A History of the County of Cambridge and the Isle of Ely: Volume 9, Chesterton, Northstowe, and Papworth Hundreds. Originally published by Victoria County History, London, 1989.
This free content was digitised by double rekeying. All rights reserved.
'Chesterton: Nonconformity', in A History of the County of Cambridge and the Isle of Ely: Volume 9, Chesterton, Northstowe, and Papworth Hundreds, ed. A P M Wright, C P Lewis( London, 1989), British History Online https://prod.british-history.ac.uk/vch/cambs/vol9/pp35-36 [accessed 25 November 2024].
'Chesterton: Nonconformity', in A History of the County of Cambridge and the Isle of Ely: Volume 9, Chesterton, Northstowe, and Papworth Hundreds. Edited by A P M Wright, C P Lewis( London, 1989), British History Online, accessed November 25, 2024, https://prod.british-history.ac.uk/vch/cambs/vol9/pp35-36.
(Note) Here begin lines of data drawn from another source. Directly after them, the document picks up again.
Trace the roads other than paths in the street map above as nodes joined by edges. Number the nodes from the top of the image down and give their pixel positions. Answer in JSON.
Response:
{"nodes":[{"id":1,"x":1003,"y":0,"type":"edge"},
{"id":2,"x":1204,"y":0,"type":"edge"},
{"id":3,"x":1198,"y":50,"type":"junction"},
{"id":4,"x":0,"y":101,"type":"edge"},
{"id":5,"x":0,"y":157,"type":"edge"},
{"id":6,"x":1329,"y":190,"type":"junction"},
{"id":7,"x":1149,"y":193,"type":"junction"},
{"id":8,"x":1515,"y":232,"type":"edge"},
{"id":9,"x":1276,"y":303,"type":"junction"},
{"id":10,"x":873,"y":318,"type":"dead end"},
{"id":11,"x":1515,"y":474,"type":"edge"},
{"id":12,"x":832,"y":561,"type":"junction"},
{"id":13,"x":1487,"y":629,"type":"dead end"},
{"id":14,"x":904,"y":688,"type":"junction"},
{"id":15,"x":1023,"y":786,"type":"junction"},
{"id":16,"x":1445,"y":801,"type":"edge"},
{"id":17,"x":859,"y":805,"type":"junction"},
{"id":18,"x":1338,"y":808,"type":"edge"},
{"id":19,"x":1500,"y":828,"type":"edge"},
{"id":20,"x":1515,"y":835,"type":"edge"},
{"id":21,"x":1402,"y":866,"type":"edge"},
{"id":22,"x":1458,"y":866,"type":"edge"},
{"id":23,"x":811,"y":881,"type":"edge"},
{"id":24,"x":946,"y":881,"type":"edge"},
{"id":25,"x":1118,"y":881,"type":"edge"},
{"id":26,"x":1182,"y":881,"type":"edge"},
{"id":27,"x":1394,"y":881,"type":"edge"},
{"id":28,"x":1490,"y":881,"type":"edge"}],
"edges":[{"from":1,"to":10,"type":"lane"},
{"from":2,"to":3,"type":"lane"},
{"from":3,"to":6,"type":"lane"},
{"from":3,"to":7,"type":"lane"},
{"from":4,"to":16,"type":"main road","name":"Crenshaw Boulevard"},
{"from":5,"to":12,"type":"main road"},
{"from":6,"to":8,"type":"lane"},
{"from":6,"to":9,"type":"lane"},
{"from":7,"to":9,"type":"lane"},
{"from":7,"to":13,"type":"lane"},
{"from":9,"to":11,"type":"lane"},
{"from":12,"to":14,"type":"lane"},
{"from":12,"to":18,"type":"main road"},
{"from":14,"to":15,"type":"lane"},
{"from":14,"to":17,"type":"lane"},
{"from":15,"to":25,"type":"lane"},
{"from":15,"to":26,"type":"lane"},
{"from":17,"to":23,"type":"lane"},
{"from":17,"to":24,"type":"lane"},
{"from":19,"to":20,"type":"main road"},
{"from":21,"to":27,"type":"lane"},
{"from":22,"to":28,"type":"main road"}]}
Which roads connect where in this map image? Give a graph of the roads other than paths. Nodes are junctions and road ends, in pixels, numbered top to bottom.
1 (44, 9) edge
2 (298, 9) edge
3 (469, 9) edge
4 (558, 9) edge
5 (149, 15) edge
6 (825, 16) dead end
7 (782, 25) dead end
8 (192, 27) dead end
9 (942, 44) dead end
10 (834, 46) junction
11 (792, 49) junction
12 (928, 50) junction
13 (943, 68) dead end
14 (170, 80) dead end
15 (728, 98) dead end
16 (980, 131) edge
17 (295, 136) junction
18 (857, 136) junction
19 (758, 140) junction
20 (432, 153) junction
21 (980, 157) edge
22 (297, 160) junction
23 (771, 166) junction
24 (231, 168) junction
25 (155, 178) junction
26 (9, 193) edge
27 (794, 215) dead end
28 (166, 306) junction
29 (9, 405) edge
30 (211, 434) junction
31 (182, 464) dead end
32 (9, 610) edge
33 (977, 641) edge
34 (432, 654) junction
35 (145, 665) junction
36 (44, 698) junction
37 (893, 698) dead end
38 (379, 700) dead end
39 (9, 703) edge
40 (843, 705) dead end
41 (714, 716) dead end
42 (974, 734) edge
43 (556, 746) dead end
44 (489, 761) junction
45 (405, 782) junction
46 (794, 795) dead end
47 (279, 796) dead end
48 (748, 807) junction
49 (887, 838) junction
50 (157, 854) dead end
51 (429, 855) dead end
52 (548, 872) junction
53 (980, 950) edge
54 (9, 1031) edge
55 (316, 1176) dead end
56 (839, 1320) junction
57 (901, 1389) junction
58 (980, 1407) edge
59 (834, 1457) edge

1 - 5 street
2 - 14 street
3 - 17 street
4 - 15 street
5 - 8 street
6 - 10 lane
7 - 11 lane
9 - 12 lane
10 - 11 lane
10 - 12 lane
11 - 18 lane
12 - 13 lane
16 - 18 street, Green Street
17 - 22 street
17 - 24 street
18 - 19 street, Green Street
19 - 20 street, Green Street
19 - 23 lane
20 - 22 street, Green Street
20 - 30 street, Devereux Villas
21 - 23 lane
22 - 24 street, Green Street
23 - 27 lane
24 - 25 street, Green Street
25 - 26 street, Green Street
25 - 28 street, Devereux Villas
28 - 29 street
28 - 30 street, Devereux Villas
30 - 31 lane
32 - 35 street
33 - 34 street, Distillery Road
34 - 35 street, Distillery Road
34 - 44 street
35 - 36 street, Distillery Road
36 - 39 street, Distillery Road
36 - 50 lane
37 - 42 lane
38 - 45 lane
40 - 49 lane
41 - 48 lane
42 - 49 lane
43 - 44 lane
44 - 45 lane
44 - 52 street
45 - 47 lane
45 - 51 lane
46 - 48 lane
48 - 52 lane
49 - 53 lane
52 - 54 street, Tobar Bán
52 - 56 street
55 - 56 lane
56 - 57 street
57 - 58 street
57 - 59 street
"Chesterton: Nonconformity". A History of the County of Cambridge and the Isle of Ely: Volume 9, Chesterton, Northstowe, and Papworth Hundreds. Ed. A P M Wright, C P Lewis(London, 1989), , British History Online. Web. 25 November 2024. https://prod.british-history.ac.uk/vch/cambs/vol9/pp35-36.
NONCONFORMITY
Although many leading parishioners had apparently favoured puritanism in the 1640s, (fn. 1) there was little organized dissent until the 19th century. In 1662 six people were failing to go to church, including two couples who would not have their children baptized. (fn. 2) Six or more people in 1679 had been absent for half a year, (fn. 3) while four or five were absent in 1686. (fn. 4) There was only one dissenting family in 1728, (fn. 5) and, although a dissenting minister registered a house for worship in 1744, (fn. 6) only five or six families in 1783. (fn. 7) Robert Robinson, who served the Baptist meeting at Cambridge from 1759 to 1790, settled at Chesterton in 1773, buying in 1775 the later Roebuck House beside the ferry, and occupying a 170-a. farm. Although he preached locally and made a private baptismal pool in his garden, (fn. 8) dissenters were not numerous in Chesterton in 1807. (fn. 9) Houses were registered for their worship even so in 1796, 1803, 1813, and 1815. (fn. 10) The last was probably for the Primitive Methodists, who registered a meeting house in 1821. (fn. 11) Theirs was perhaps the 'regular chapel' reported in 1825, when, however, dissenting numbers had not risen over the previous decade. (fn. 12)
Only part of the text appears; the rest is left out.